- _EXERCISE DATA_
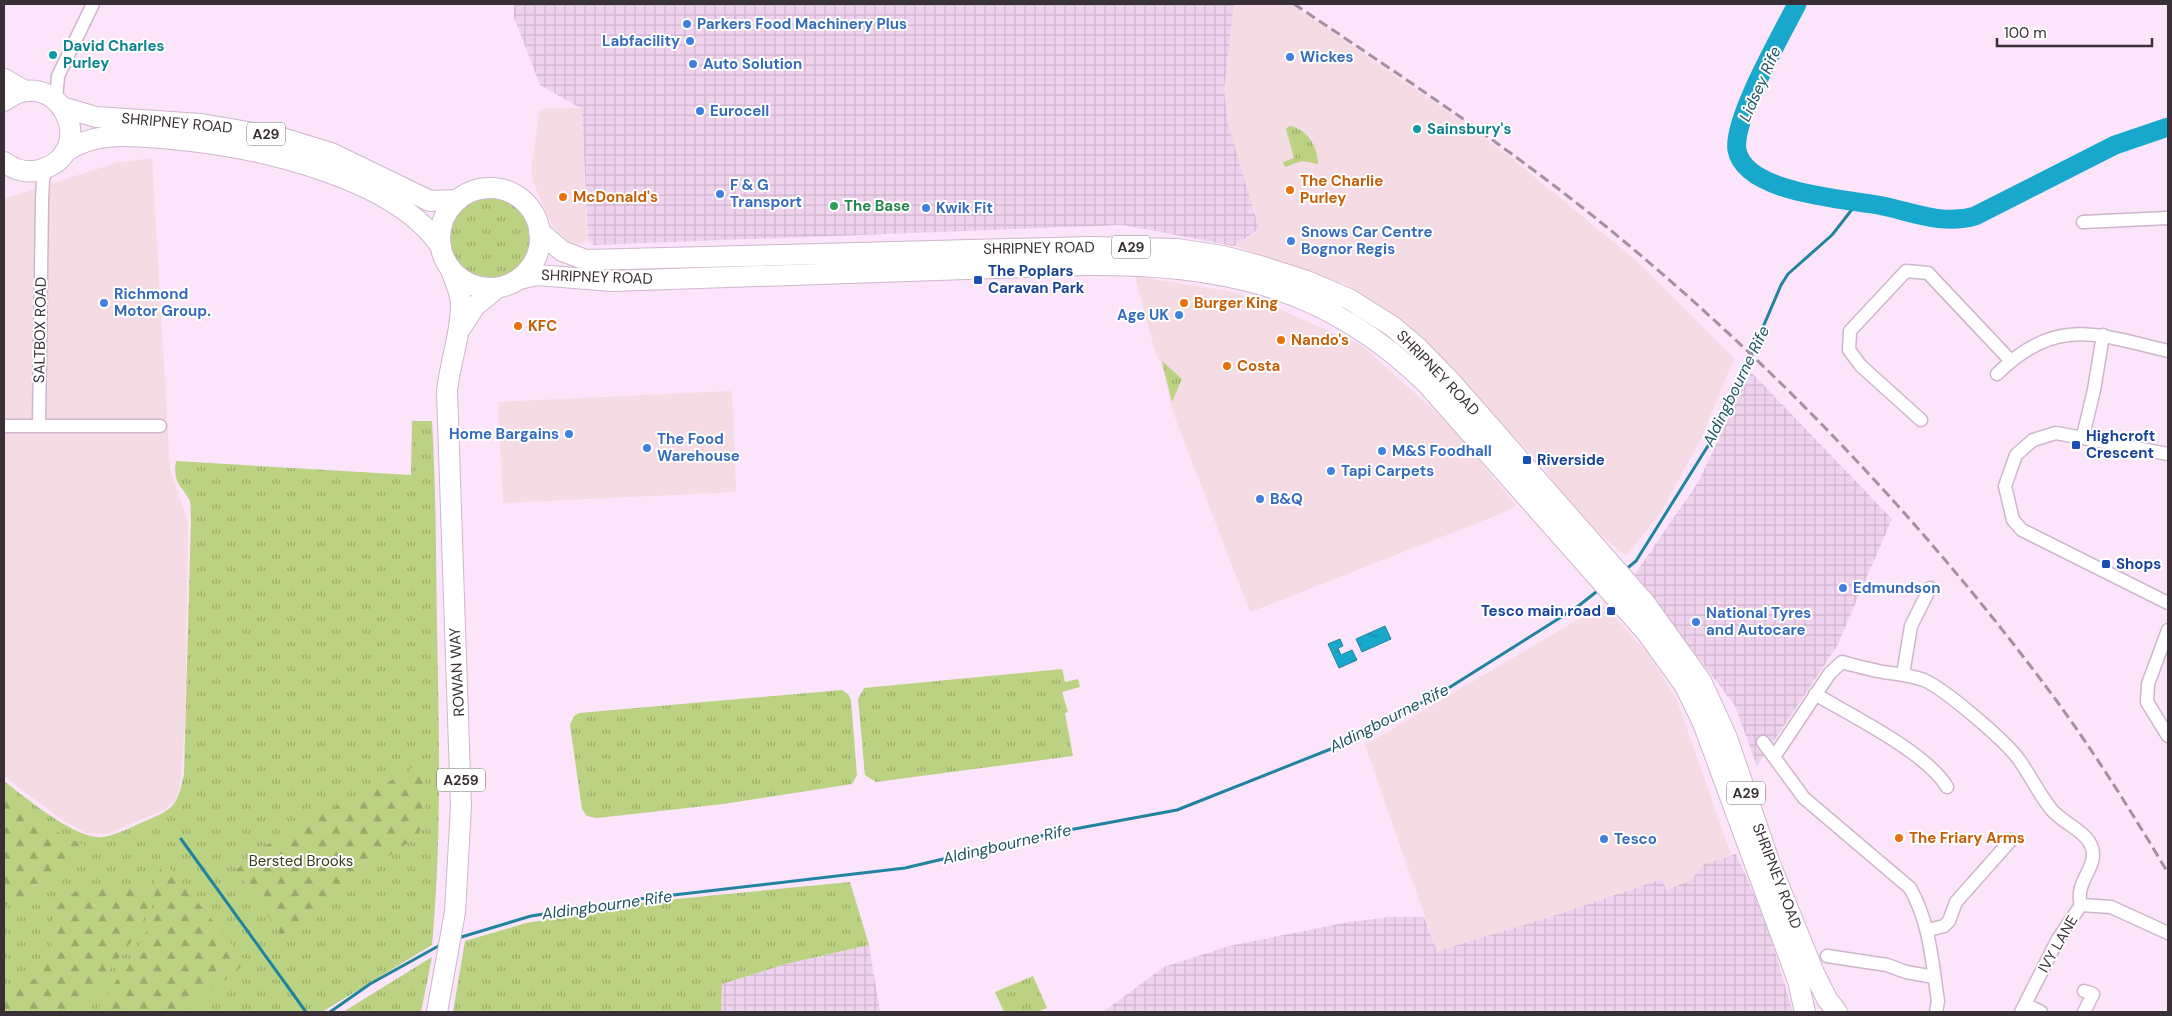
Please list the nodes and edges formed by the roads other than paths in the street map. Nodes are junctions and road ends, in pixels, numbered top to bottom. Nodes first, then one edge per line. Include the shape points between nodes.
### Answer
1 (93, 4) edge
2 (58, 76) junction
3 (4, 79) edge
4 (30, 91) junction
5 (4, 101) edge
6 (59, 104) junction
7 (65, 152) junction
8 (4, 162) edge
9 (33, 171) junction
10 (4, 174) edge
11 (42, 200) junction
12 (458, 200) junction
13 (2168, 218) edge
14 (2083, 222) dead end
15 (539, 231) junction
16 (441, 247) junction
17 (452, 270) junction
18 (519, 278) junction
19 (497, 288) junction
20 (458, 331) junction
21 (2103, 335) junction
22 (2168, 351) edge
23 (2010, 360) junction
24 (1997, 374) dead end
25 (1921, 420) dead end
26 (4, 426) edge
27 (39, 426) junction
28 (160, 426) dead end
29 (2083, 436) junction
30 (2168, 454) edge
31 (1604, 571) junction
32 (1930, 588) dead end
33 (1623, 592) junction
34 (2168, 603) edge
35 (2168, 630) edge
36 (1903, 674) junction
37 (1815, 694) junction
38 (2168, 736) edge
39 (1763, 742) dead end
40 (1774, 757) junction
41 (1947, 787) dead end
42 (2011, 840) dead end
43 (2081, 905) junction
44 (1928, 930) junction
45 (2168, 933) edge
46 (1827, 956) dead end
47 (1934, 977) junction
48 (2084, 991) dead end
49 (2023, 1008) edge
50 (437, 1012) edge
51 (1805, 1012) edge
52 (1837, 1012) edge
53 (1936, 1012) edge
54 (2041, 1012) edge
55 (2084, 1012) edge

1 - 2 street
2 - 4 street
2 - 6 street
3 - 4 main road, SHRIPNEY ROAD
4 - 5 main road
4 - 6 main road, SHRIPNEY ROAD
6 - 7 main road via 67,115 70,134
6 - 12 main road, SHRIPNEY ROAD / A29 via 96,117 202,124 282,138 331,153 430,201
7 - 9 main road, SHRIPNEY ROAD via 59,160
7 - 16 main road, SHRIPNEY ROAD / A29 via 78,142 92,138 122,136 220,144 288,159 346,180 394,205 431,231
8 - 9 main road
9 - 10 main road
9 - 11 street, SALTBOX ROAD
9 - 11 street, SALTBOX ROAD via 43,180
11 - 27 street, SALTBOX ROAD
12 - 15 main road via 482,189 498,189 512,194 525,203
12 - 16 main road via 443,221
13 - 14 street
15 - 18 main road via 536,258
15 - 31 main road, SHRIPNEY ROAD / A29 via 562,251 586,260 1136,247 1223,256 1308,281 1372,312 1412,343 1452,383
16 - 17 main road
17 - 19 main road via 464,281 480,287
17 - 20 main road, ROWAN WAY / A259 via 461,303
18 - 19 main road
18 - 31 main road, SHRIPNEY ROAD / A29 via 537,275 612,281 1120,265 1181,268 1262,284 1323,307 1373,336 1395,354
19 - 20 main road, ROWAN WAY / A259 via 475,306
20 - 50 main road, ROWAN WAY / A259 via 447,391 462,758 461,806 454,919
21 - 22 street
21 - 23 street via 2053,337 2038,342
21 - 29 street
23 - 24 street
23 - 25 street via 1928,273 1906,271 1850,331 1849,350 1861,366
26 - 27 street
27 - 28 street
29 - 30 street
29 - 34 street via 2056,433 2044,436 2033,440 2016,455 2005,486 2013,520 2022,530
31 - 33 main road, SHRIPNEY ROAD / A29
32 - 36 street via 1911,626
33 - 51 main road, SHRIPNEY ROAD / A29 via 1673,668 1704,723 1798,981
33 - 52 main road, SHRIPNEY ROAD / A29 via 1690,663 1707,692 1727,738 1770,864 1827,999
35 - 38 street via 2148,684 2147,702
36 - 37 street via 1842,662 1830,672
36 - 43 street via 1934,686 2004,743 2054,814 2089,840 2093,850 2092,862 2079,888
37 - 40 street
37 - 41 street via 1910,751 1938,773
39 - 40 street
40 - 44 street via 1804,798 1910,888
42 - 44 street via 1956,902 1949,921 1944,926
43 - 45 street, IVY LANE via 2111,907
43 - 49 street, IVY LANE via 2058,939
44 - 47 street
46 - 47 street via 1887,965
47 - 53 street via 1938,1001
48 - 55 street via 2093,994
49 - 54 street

- _TASK ITEM_
Copy the listing word for word, excluding its pictures.

- _SOLUTION FOR THIS EXERCISE_
Please list the nodes and edges formed by the roads other than paths in the street map. Nodes are junctions and road ends, in pixels, numbered top to bottom. Nodes first, then one edge per line. Include the shape points between nodes.
### Answer
1 (93, 4) edge
2 (58, 76) junction
3 (4, 79) edge
4 (30, 91) junction
5 (4, 101) edge
6 (59, 104) junction
7 (65, 152) junction
8 (4, 162) edge
9 (33, 171) junction
10 (4, 174) edge
11 (42, 200) junction
12 (458, 200) junction
13 (2168, 218) edge
14 (2083, 222) dead end
15 (539, 231) junction
16 (441, 247) junction
17 (452, 270) junction
18 (519, 278) junction
19 (497, 288) junction
20 (458, 331) junction
21 (2103, 335) junction
22 (2168, 351) edge
23 (2010, 360) junction
24 (1997, 374) dead end
25 (1921, 420) dead end
26 (4, 426) edge
27 (39, 426) junction
28 (160, 426) dead end
29 (2083, 436) junction
30 (2168, 454) edge
31 (1604, 571) junction
32 (1930, 588) dead end
33 (1623, 592) junction
34 (2168, 603) edge
35 (2168, 630) edge
36 (1903, 674) junction
37 (1815, 694) junction
38 (2168, 736) edge
39 (1763, 742) dead end
40 (1774, 757) junction
41 (1947, 787) dead end
42 (2011, 840) dead end
43 (2081, 905) junction
44 (1928, 930) junction
45 (2168, 933) edge
46 (1827, 956) dead end
47 (1934, 977) junction
48 (2084, 991) dead end
49 (2023, 1008) edge
50 (437, 1012) edge
51 (1805, 1012) edge
52 (1837, 1012) edge
53 (1936, 1012) edge
54 (2041, 1012) edge
55 (2084, 1012) edge

1 - 2 street
2 - 4 street
2 - 6 street
3 - 4 main road, SHRIPNEY ROAD
4 - 5 main road
4 - 6 main road, SHRIPNEY ROAD
6 - 7 main road via 67,115 70,134
6 - 12 main road, SHRIPNEY ROAD / A29 via 96,117 202,124 282,138 331,153 430,201
7 - 9 main road, SHRIPNEY ROAD via 59,160
7 - 16 main road, SHRIPNEY ROAD / A29 via 78,142 92,138 122,136 220,144 288,159 346,180 394,205 431,231
8 - 9 main road
9 - 10 main road
9 - 11 street, SALTBOX ROAD
9 - 11 street, SALTBOX ROAD via 43,180
11 - 27 street, SALTBOX ROAD
12 - 15 main road via 482,189 498,189 512,194 525,203
12 - 16 main road via 443,221
13 - 14 street
15 - 18 main road via 536,258
15 - 31 main road, SHRIPNEY ROAD / A29 via 562,251 586,260 1136,247 1223,256 1308,281 1372,312 1412,343 1452,383
16 - 17 main road
17 - 19 main road via 464,281 480,287
17 - 20 main road, ROWAN WAY / A259 via 461,303
18 - 19 main road
18 - 31 main road, SHRIPNEY ROAD / A29 via 537,275 612,281 1120,265 1181,268 1262,284 1323,307 1373,336 1395,354
19 - 20 main road, ROWAN WAY / A259 via 475,306
20 - 50 main road, ROWAN WAY / A259 via 447,391 462,758 461,806 454,919
21 - 22 street
21 - 23 street via 2053,337 2038,342
21 - 29 street
23 - 24 street
23 - 25 street via 1928,273 1906,271 1850,331 1849,350 1861,366
26 - 27 street
27 - 28 street
29 - 30 street
29 - 34 street via 2056,433 2044,436 2033,440 2016,455 2005,486 2013,520 2022,530
31 - 33 main road, SHRIPNEY ROAD / A29
32 - 36 street via 1911,626
33 - 51 main road, SHRIPNEY ROAD / A29 via 1673,668 1704,723 1798,981
33 - 52 main road, SHRIPNEY ROAD / A29 via 1690,663 1707,692 1727,738 1770,864 1827,999
35 - 38 street via 2148,684 2147,702
36 - 37 street via 1842,662 1830,672
36 - 43 street via 1934,686 2004,743 2054,814 2089,840 2093,850 2092,862 2079,888
37 - 40 street
37 - 41 street via 1910,751 1938,773
39 - 40 street
40 - 44 street via 1804,798 1910,888
42 - 44 street via 1956,902 1949,921 1944,926
43 - 45 street, IVY LANE via 2111,907
43 - 49 street, IVY LANE via 2058,939
44 - 47 street
46 - 47 street via 1887,965
47 - 53 street via 1938,1001
48 - 55 street via 2093,994
49 - 54 street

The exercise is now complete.